+++ Data excerpts

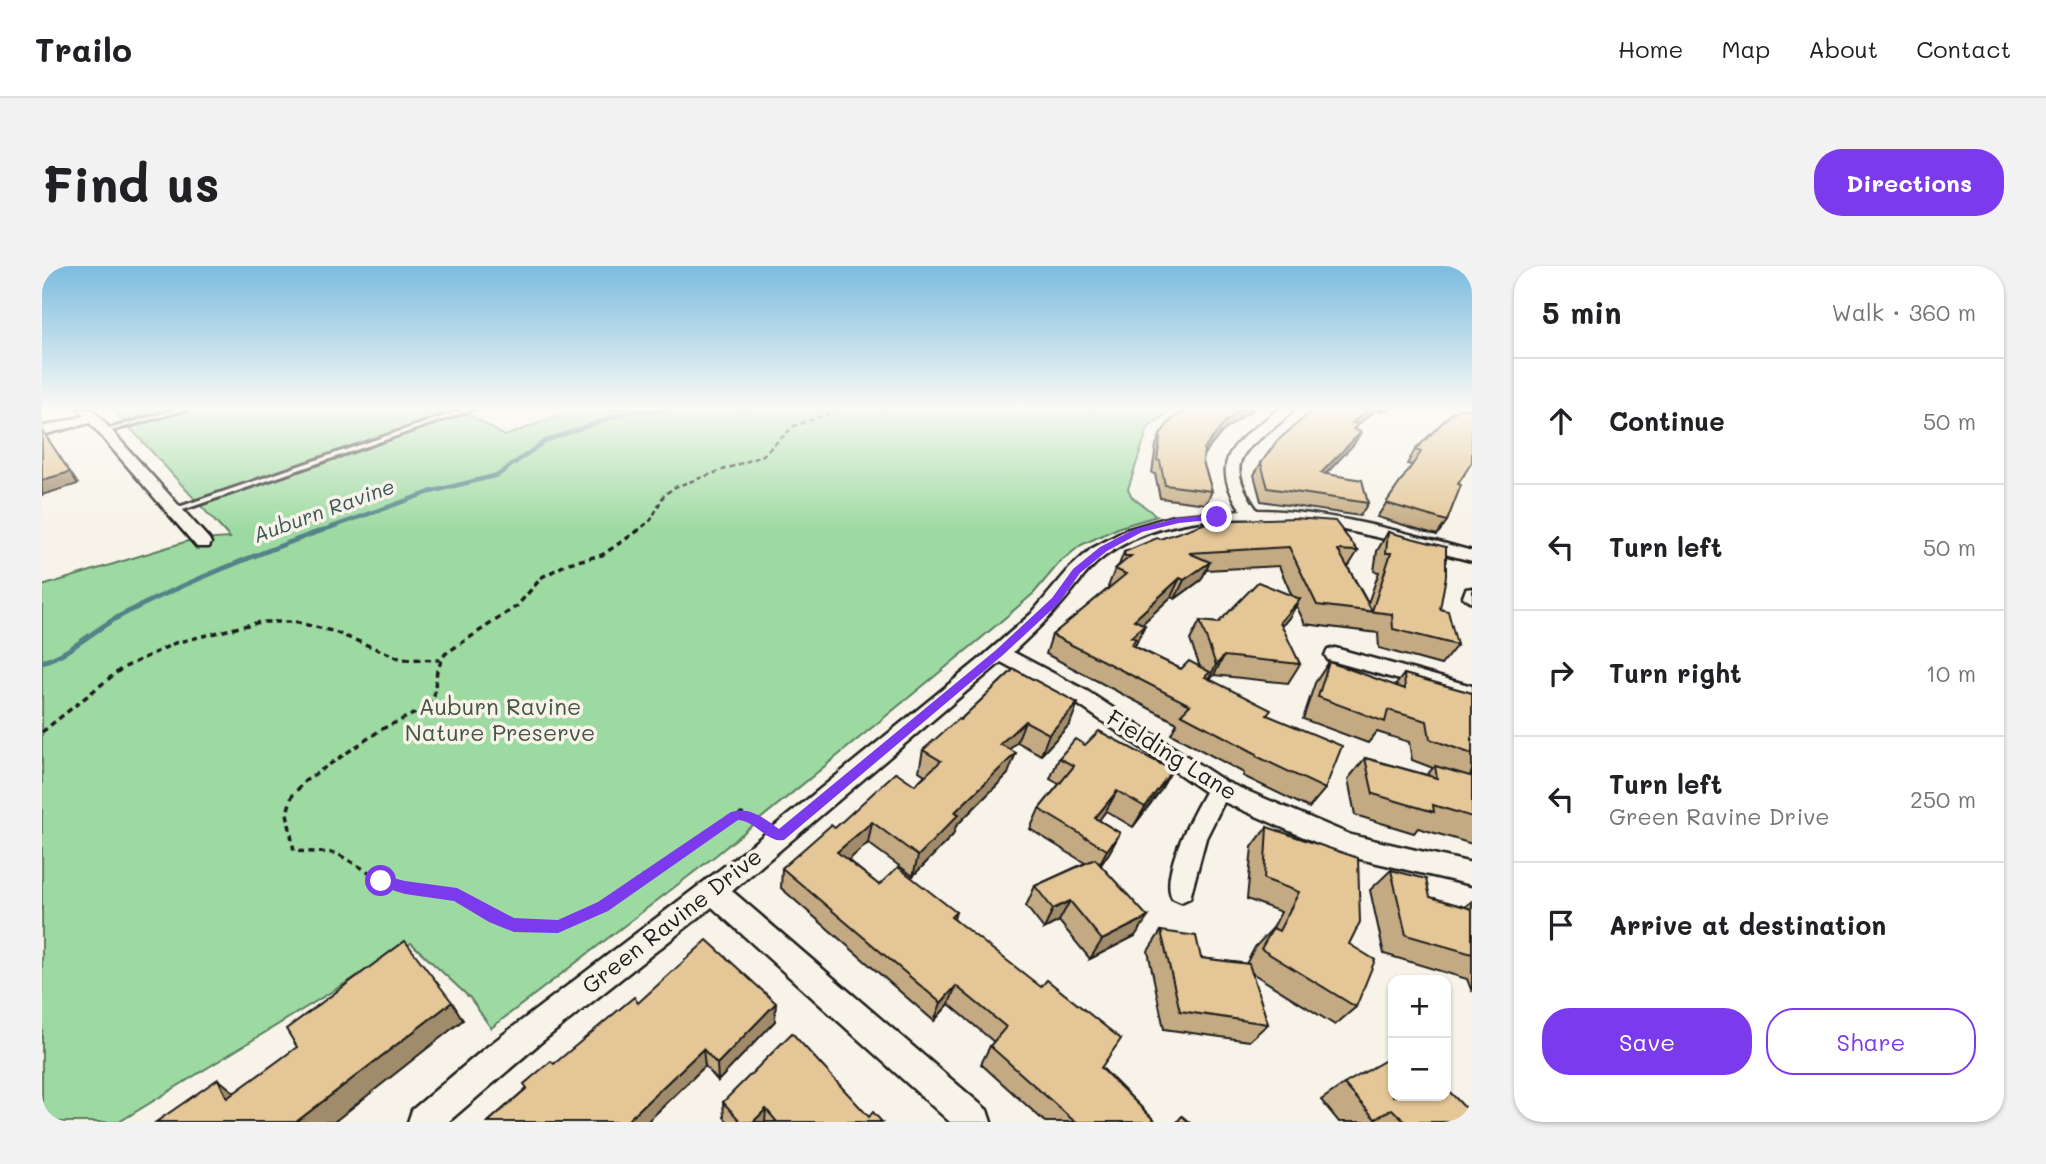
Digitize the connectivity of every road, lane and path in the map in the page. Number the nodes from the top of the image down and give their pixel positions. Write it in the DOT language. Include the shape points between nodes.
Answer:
graph roads {
  1 [pos="121,449"];
  2 [pos="354,449"];
  3 [pos="771,449"];
  4 [pos="1242,449"];
  5 [pos="174,510"];
  6 [pos="1253,516"];
  7 [pos="203,543"];
  8 [pos="1472,556"];
  9 [pos="1000,653"];
  10 [pos="1335,655"];
  11 [pos="440,660"];
  12 [pos="1472,693"];
  13 [pos="42,732"];
  14 [pos="1217,789"];
  15 [pos="779,836"];
  16 [pos="1472,874"];
  17 [pos="1181,890"];
  18 [pos="713,891"];
  19 [pos="424,1122"];
  20 [pos="975,1122"];
  1 -- 5 [label="street"];
  2 -- 5 [label="lane"];
  3 -- 11 [label="path" via="762,457 668,491 654,516 620,545 542,577 517,606"];
  4 -- 6 [label="street" via="1234,456 1229,473 1237,496"];
  5 -- 7 [label="street"];
  6 -- 8 [label="street, Green Ravine Drive" via="1293,517 1391,534"];
  6 -- 9 [label="street, Green Ravine Drive" via="1179,520 1139,531 1104,549 1077,571 1055,600"];
  9 -- 14 [label="street, Fielding Lane" via="1080,696"];
  9 -- 15 [label="street, Green Ravine Drive"];
  10 -- 12 [label="street"];
  11 -- 13 [label="path" via="402,659 332,631 295,622 260,622 175,643 121,669"];
  11 -- 15 [label="path" via="433,696 424,709 368,738 305,781 292,796 287,813 294,851 336,853 390,884 457,895 503,922 544,928 573,922 603,906 735,815 756,819"];
  14 -- 16 [label="street, Fielding Lane" via="1347,845"];
  14 -- 17 [label="street" via="1193,838"];
  15 -- 18 [label="street, Green Ravine Drive"];
  18 -- 19 [label="street, Green Ravine Drive" via="470,1079"];
  18 -- 20 [label="street"];
}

++++++

#### [Exercise requirements]
Give the listing above again word for word, without its pictures.

#### [Task answer]
Digitize the connectivity of every road, lane and path in the map in the page. Number the nodes from the top of the image down and give their pixel positions. Write it in the DOT language. Include the shape points between nodes.
Answer:
graph roads {
  1 [pos="121,449"];
  2 [pos="354,449"];
  3 [pos="771,449"];
  4 [pos="1242,449"];
  5 [pos="174,510"];
  6 [pos="1253,516"];
  7 [pos="203,543"];
  8 [pos="1472,556"];
  9 [pos="1000,653"];
  10 [pos="1335,655"];
  11 [pos="440,660"];
  12 [pos="1472,693"];
  13 [pos="42,732"];
  14 [pos="1217,789"];
  15 [pos="779,836"];
  16 [pos="1472,874"];
  17 [pos="1181,890"];
  18 [pos="713,891"];
  19 [pos="424,1122"];
  20 [pos="975,1122"];
  1 -- 5 [label="street"];
  2 -- 5 [label="lane"];
  3 -- 11 [label="path" via="762,457 668,491 654,516 620,545 542,577 517,606"];
  4 -- 6 [label="street" via="1234,456 1229,473 1237,496"];
  5 -- 7 [label="street"];
  6 -- 8 [label="street, Green Ravine Drive" via="1293,517 1391,534"];
  6 -- 9 [label="street, Green Ravine Drive" via="1179,520 1139,531 1104,549 1077,571 1055,600"];
  9 -- 14 [label="street, Fielding Lane" via="1080,696"];
  9 -- 15 [label="street, Green Ravine Drive"];
  10 -- 12 [label="street"];
  11 -- 13 [label="path" via="402,659 332,631 295,622 260,622 175,643 121,669"];
  11 -- 15 [label="path" via="433,696 424,709 368,738 305,781 292,796 287,813 294,851 336,853 390,884 457,895 503,922 544,928 573,922 603,906 735,815 756,819"];
  14 -- 16 [label="street, Fielding Lane" via="1347,845"];
  14 -- 17 [label="street" via="1193,838"];
  15 -- 18 [label="street, Green Ravine Drive"];
  18 -- 19 [label="street, Green Ravine Drive" via="470,1079"];
  18 -- 20 [label="street"];
}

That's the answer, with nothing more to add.